In ambito più riservato i fascisti nei loro documenti traggono anche valutazioni diverse. Da Bologna a conclusione dell’ondata di scioperi, la Guardia nazionale repubblicana scrive che “gli operai affermano […] di avere ormai riconquistata la libertà di sciopero e se ne varranno tutte le volte che avranno qualche ragione da far valere, dimostrando con ciò di non avere fiducia alcuna nell’opera sociale della Repubblica”.

Ed è appunto quanto puntualmente si verifica. Anche se non si assisterà più fin al momento insurrezionale ad un movimento di massa così ampio, nelle fabbriche gli effetti dello sciopero determinarono anche uno strascico di “conflittualità” che non viene meno, che non scema mai del tutto.

“I motivi degli scioperi sono i più disparati — riferisce la polizia da Torino, nel mese di luglio -, ogni spunto e sufficiente per determinarne uno, ogni occasione è buona per attuarlo: ieri una richiesta di aumento, oggi una diminuzione di ore lavorative, domani la richiesta di scarto e così di seguito, poiché sono certi di ottenere come hanno finora ottenuto, sempre più di quanto possano sperare. Attendono i russi e parlano di Stalin come di un padre, i più scettici dicono che tutto han già provato tranne il comunismo, quindi desiderano provarlo. Oltre quest’idea non c’è altro. Difatti l’operaio in definitiva non sa perché sciopera. Ciò che è logico dedurre dalla situazione è che (in definitiva) gli scioperi sono diretti ed organizzati, ma da chi?”.

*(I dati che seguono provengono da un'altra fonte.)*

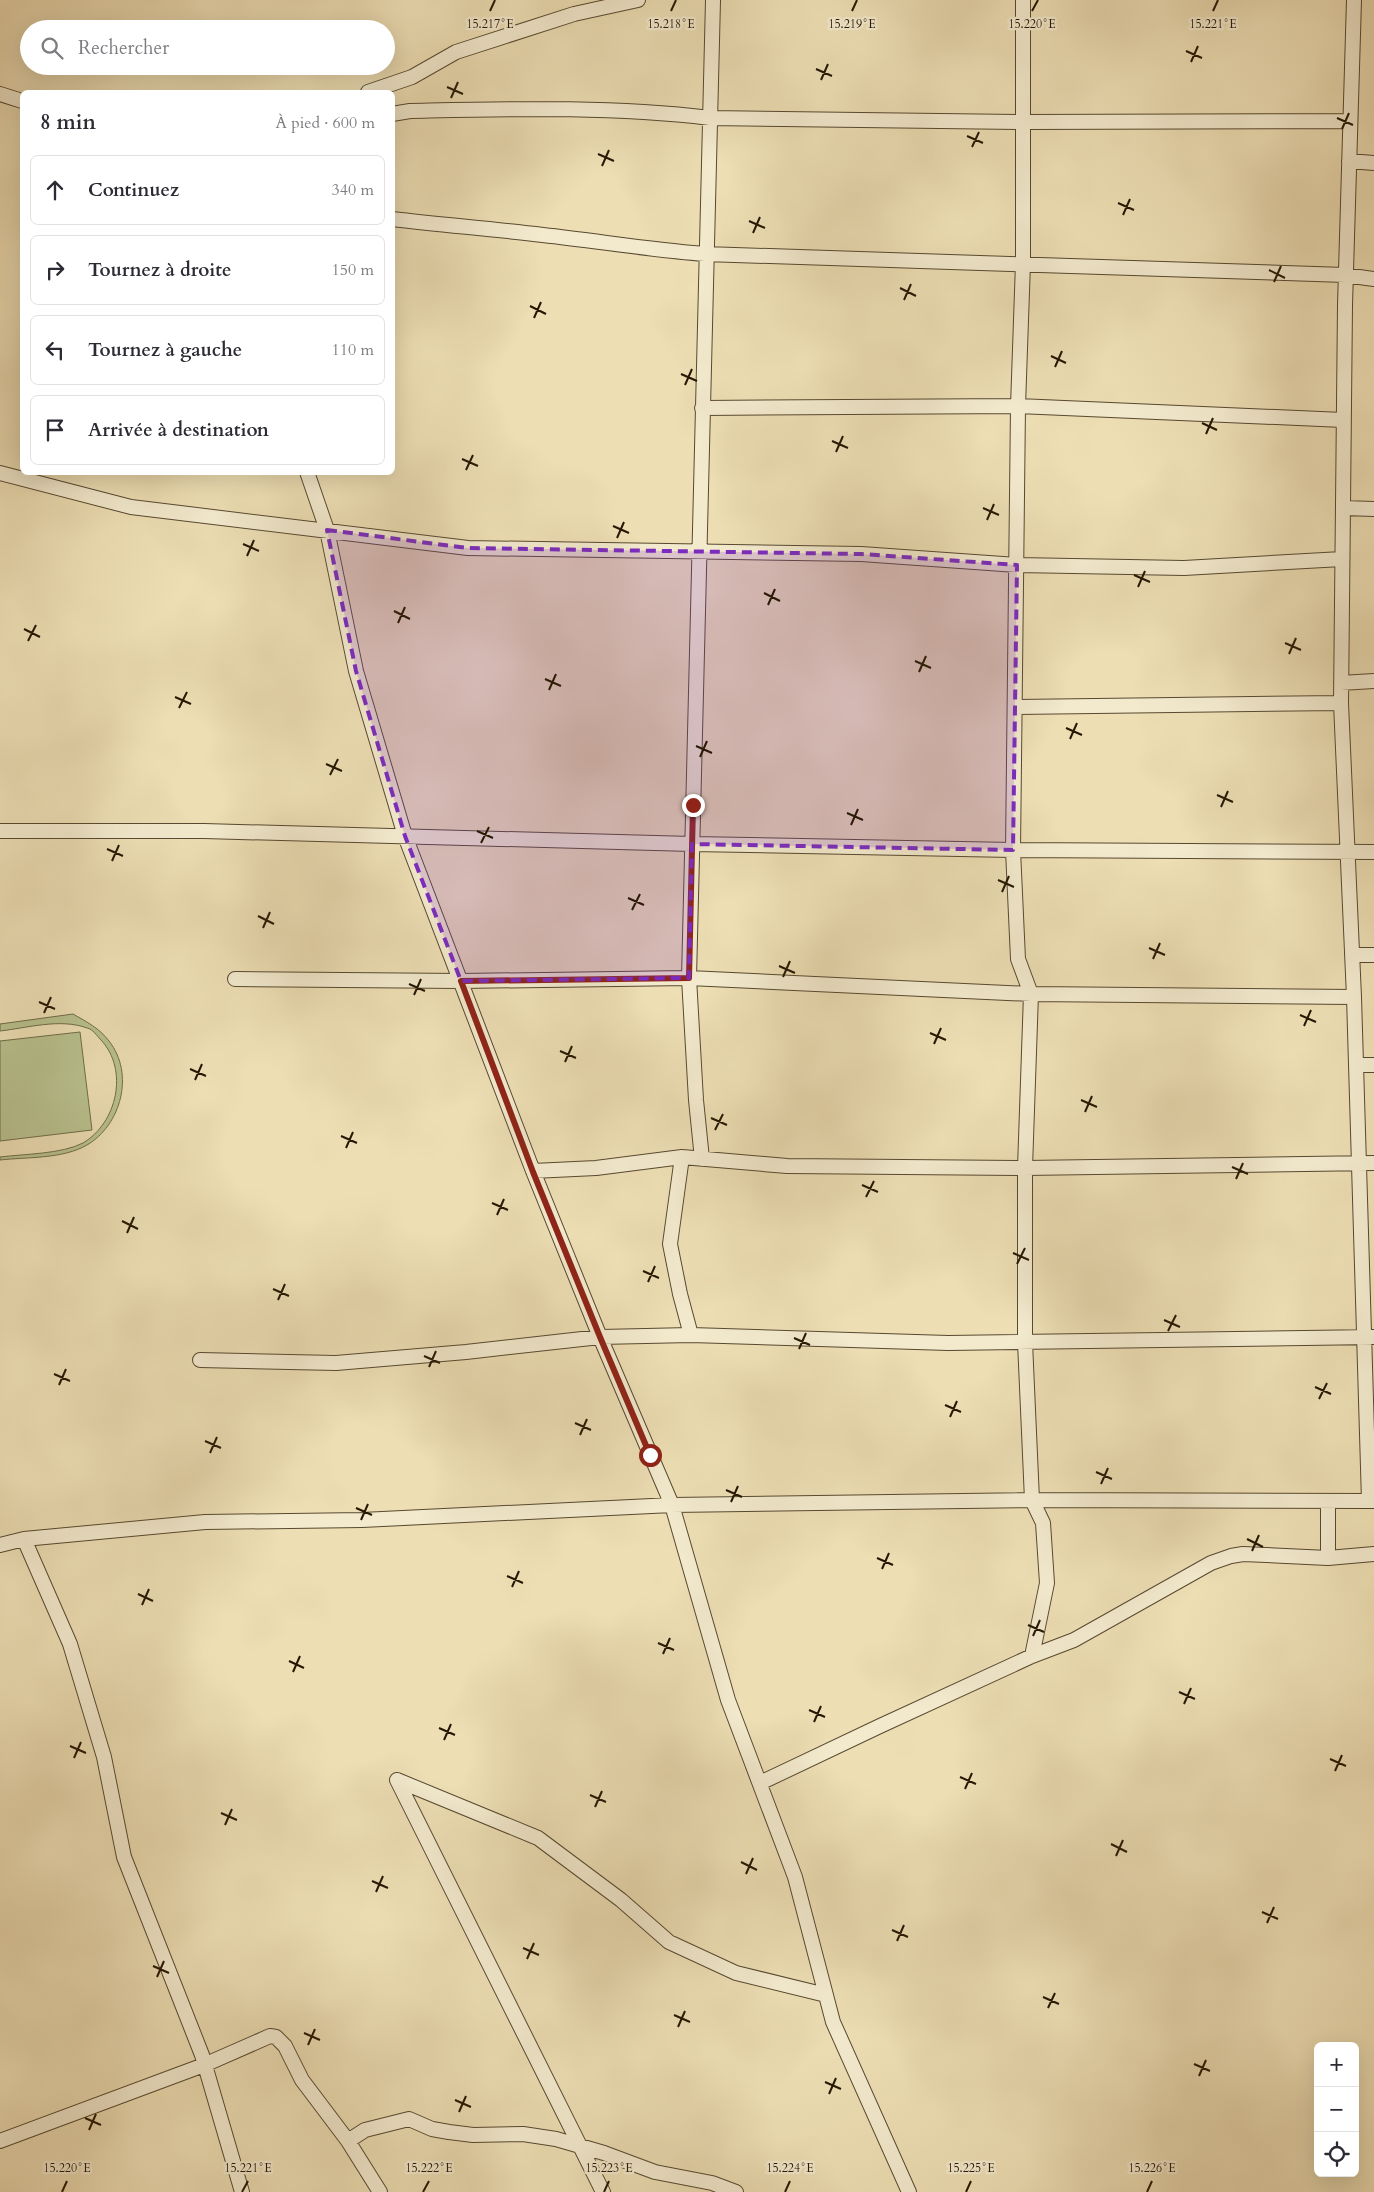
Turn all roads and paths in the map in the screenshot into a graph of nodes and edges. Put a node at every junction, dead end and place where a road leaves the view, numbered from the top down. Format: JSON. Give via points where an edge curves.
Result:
{"nodes":[{"id":1,"x":638,"y":0,"type":"edge"},
{"id":2,"x":713,"y":0,"type":"edge"},
{"id":3,"x":1023,"y":0,"type":"edge"},
{"id":4,"x":1354,"y":0,"type":"edge"},
{"id":5,"x":374,"y":90,"type":"edge"},
{"id":6,"x":0,"y":94,"type":"edge"},
{"id":7,"x":20,"y":100,"type":"edge"},
{"id":8,"x":395,"y":114,"type":"edge"},
{"id":9,"x":710,"y":118,"type":"junction"},
{"id":10,"x":1350,"y":121,"type":"junction"},
{"id":11,"x":1022,"y":122,"type":"junction"},
{"id":12,"x":1349,"y":161,"type":"junction"},
{"id":13,"x":1374,"y":163,"type":"edge"},
{"id":14,"x":395,"y":219,"type":"edge"},
{"id":15,"x":705,"y":254,"type":"junction"},
{"id":16,"x":1023,"y":264,"type":"junction"},
{"id":17,"x":1346,"y":275,"type":"junction"},
{"id":18,"x":1374,"y":279,"type":"edge"},
{"id":19,"x":1018,"y":406,"type":"junction"},
{"id":20,"x":702,"y":408,"type":"junction"},
{"id":21,"x":1344,"y":420,"type":"junction"},
{"id":22,"x":0,"y":473,"type":"edge"},
{"id":23,"x":308,"y":475,"type":"edge"},
{"id":24,"x":1343,"y":508,"type":"junction"},
{"id":25,"x":1374,"y":509,"type":"edge"},
{"id":26,"x":327,"y":530,"type":"junction"},
{"id":27,"x":699,"y":552,"type":"junction"},
{"id":28,"x":1342,"y":559,"type":"junction"},
{"id":29,"x":1017,"y":565,"type":"junction"},
{"id":30,"x":1374,"y":681,"type":"edge"},
{"id":31,"x":1342,"y":683,"type":"junction"},
{"id":32,"x":1341,"y":704,"type":"junction"},
{"id":33,"x":1015,"y":706,"type":"junction"},
{"id":34,"x":0,"y":831,"type":"edge"},
{"id":35,"x":405,"y":836,"type":"junction"},
{"id":36,"x":692,"y":844,"type":"junction"},
{"id":37,"x":1013,"y":850,"type":"junction"},
{"id":38,"x":1374,"y":852,"type":"edge"},
{"id":39,"x":1348,"y":853,"type":"junction"},
{"id":40,"x":1374,"y":955,"type":"edge"},
{"id":41,"x":1352,"y":956,"type":"junction"},
{"id":42,"x":689,"y":978,"type":"junction"},
{"id":43,"x":235,"y":980,"type":"dead end"},
{"id":44,"x":461,"y":981,"type":"junction"},
{"id":45,"x":1031,"y":994,"type":"junction"},
{"id":46,"x":1354,"y":997,"type":"junction"},
{"id":47,"x":1374,"y":1065,"type":"edge"},
{"id":48,"x":1356,"y":1066,"type":"junction"},
{"id":49,"x":682,"y":1157,"type":"junction"},
{"id":50,"x":702,"y":1159,"type":"junction"},
{"id":51,"x":1359,"y":1163,"type":"junction"},
{"id":52,"x":1374,"y":1163,"type":"edge"},
{"id":53,"x":1025,"y":1168,"type":"junction"},
{"id":54,"x":533,"y":1172,"type":"junction"},
{"id":55,"x":692,"y":1335,"type":"junction"},
{"id":56,"x":600,"y":1337,"type":"junction"},
{"id":57,"x":1369,"y":1337,"type":"edge"},
{"id":58,"x":1025,"y":1342,"type":"junction"},
{"id":59,"x":200,"y":1360,"type":"dead end"},
{"id":60,"x":1032,"y":1500,"type":"junction"},
{"id":61,"x":1328,"y":1501,"type":"junction"},
{"id":62,"x":1371,"y":1501,"type":"edge"},
{"id":63,"x":672,"y":1505,"type":"junction"},
{"id":64,"x":24,"y":1539,"type":"junction"},
{"id":65,"x":0,"y":1544,"type":"edge"},
{"id":66,"x":1374,"y":1554,"type":"edge"},
{"id":67,"x":1328,"y":1558,"type":"junction"},
{"id":68,"x":1032,"y":1656,"type":"junction"},
{"id":69,"x":760,"y":1784,"type":"junction"},
{"id":70,"x":826,"y":1995,"type":"junction"},
{"id":71,"x":204,"y":2065,"type":"junction"},
{"id":72,"x":0,"y":2141,"type":"edge"},
{"id":73,"x":348,"y":2141,"type":"junction"},
{"id":74,"x":578,"y":2145,"type":"junction"},
{"id":75,"x":242,"y":2192,"type":"edge"},
{"id":76,"x":380,"y":2192,"type":"edge"},
{"id":77,"x":603,"y":2192,"type":"edge"},
{"id":78,"x":736,"y":2192,"type":"edge"},
{"id":79,"x":909,"y":2192,"type":"edge"}],
"edges":[{"from":1,"to":5,"type":"street","via":[[574,14],[456,52],[412,77]]},
{"from":2,"to":9,"type":"street"},
{"from":3,"to":11,"type":"street"},
{"from":4,"to":10,"type":"street"},
{"from":6,"to":7,"type":"street"},
{"from":8,"to":9,"type":"street","via":[[583,108]]},
{"from":9,"to":11,"type":"street"},
{"from":9,"to":15,"type":"street"},
{"from":10,"to":11,"type":"street"},
{"from":10,"to":12,"type":"street"},
{"from":11,"to":16,"type":"street"},
{"from":12,"to":13,"type":"street"},
{"from":12,"to":17,"type":"street"},
{"from":14,"to":15,"type":"street","via":[[492,228],[653,251]]},
{"from":15,"to":16,"type":"street"},
{"from":15,"to":20,"type":"street"},
{"from":16,"to":17,"type":"street"},
{"from":16,"to":19,"type":"street"},
{"from":17,"to":18,"type":"street"},
{"from":17,"to":21,"type":"street"},
{"from":19,"to":20,"type":"street"},
{"from":19,"to":21,"type":"street"},
{"from":19,"to":29,"type":"street"},
{"from":20,"to":27,"type":"street"},
{"from":21,"to":24,"type":"street"},
{"from":22,"to":26,"type":"street","via":[[131,507]]},
{"from":23,"to":26,"type":"street"},
{"from":24,"to":25,"type":"street"},
{"from":24,"to":28,"type":"street"},
{"from":26,"to":27,"type":"street","via":[[468,548]]},
{"from":26,"to":35,"type":"street","via":[[356,671]]},
{"from":27,"to":29,"type":"street","via":[[861,554]]},
{"from":27,"to":36,"type":"street"},
{"from":28,"to":29,"type":"street","via":[[1184,568]]},
{"from":28,"to":31,"type":"street"},
{"from":29,"to":33,"type":"street"},
{"from":30,"to":31,"type":"street"},
{"from":31,"to":32,"type":"street"},
{"from":32,"to":33,"type":"street"},
{"from":32,"to":39,"type":"street"},
{"from":33,"to":37,"type":"street"},
{"from":34,"to":35,"type":"street","via":[[204,831]]},
{"from":35,"to":36,"type":"street"},
{"from":35,"to":44,"type":"street"},
{"from":36,"to":37,"type":"street"},
{"from":36,"to":42,"type":"street"},
{"from":37,"to":39,"type":"street"},
{"from":37,"to":45,"type":"street","via":[[1018,959]]},
{"from":38,"to":39,"type":"street"},
{"from":39,"to":41,"type":"street"},
{"from":40,"to":41,"type":"street"},
{"from":41,"to":46,"type":"street"},
{"from":42,"to":44,"type":"street"},
{"from":42,"to":45,"type":"street"},
{"from":42,"to":50,"type":"street"},
{"from":43,"to":44,"type":"street"},
{"from":44,"to":54,"type":"street"},
{"from":45,"to":46,"type":"street"},
{"from":45,"to":53,"type":"street"},
{"from":46,"to":48,"type":"street"},
{"from":47,"to":48,"type":"street"},
{"from":48,"to":51,"type":"street"},
{"from":49,"to":50,"type":"street"},
{"from":49,"to":54,"type":"street"},
{"from":49,"to":55,"type":"street","via":[[670,1244]]},
{"from":50,"to":53,"type":"street","via":[[787,1166]]},
{"from":51,"to":52,"type":"street"},
{"from":51,"to":53,"type":"street"},
{"from":51,"to":57,"type":"street"},
{"from":53,"to":58,"type":"street"},
{"from":54,"to":56,"type":"street"},
{"from":55,"to":56,"type":"street"},
{"from":55,"to":58,"type":"street","via":[[948,1343]]},
{"from":56,"to":59,"type":"street","via":[[336,1363]]},
{"from":56,"to":63,"type":"street"},
{"from":57,"to":58,"type":"street"},
{"from":57,"to":62,"type":"street"},
{"from":58,"to":60,"type":"street"},
{"from":60,"to":61,"type":"street"},
{"from":60,"to":63,"type":"street"},
{"from":60,"to":68,"type":"street","via":[[1043,1523],[1047,1583]]},
{"from":61,"to":62,"type":"street"},
{"from":61,"to":67,"type":"street"},
{"from":63,"to":64,"type":"street","via":[[362,1520],[205,1522]]},
{"from":63,"to":69,"type":"street","via":[[728,1700]]},
{"from":64,"to":65,"type":"street"},
{"from":64,"to":71,"type":"street","via":[[70,1644],[104,1758],[124,1858]]},
{"from":66,"to":67,"type":"street"},
{"from":67,"to":68,"type":"street","via":[[1231,1556],[1211,1563],[1074,1640]]},
{"from":68,"to":69,"type":"street"},
{"from":69,"to":70,"type":"street","via":[[794,1877]]},
{"from":70,"to":74,"type":"street","via":[[736,1973],[670,1942],[621,1900],[538,1838],[397,1780]]},
{"from":70,"to":79,"type":"street","via":[[833,2022]]},
{"from":71,"to":72,"type":"street"},
{"from":71,"to":73,"type":"street","via":[[266,2038],[276,2037],[285,2046],[302,2080]]},
{"from":71,"to":75,"type":"street"},
{"from":73,"to":74,"type":"street","via":[[366,2130],[408,2119],[449,2132],[523,2134]]},
{"from":73,"to":76,"type":"street"},
{"from":74,"to":77,"type":"street"},
{"from":74,"to":78,"type":"street","via":[[655,2172],[712,2183]]}]}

Domanda retorica almeno per i poliziotti della Repubblica poiché essi ritengono di vedere la presenza dei comunisti dietro ogni movimento e manifestazione popolare. E tuttavia avvertono anche che gli industriali, quando pure manifestano una lealtà di facciata verso il governo, sono ormai in rotta di collisione con il fascismo e addirittura in alcuni casi sono sostenitori e finanziatori delle formazioni ribelli di orientamento moderato e “registi” di alcune proteste che hanno l’obiettivo di limitare la produzione.

(Liberamente tratto di Gianni Sciola, “Socializzazione ed economia di guerra”, in Il Calendario del Popolo, n° 583 Anno 50°, pag. 30 e segg.)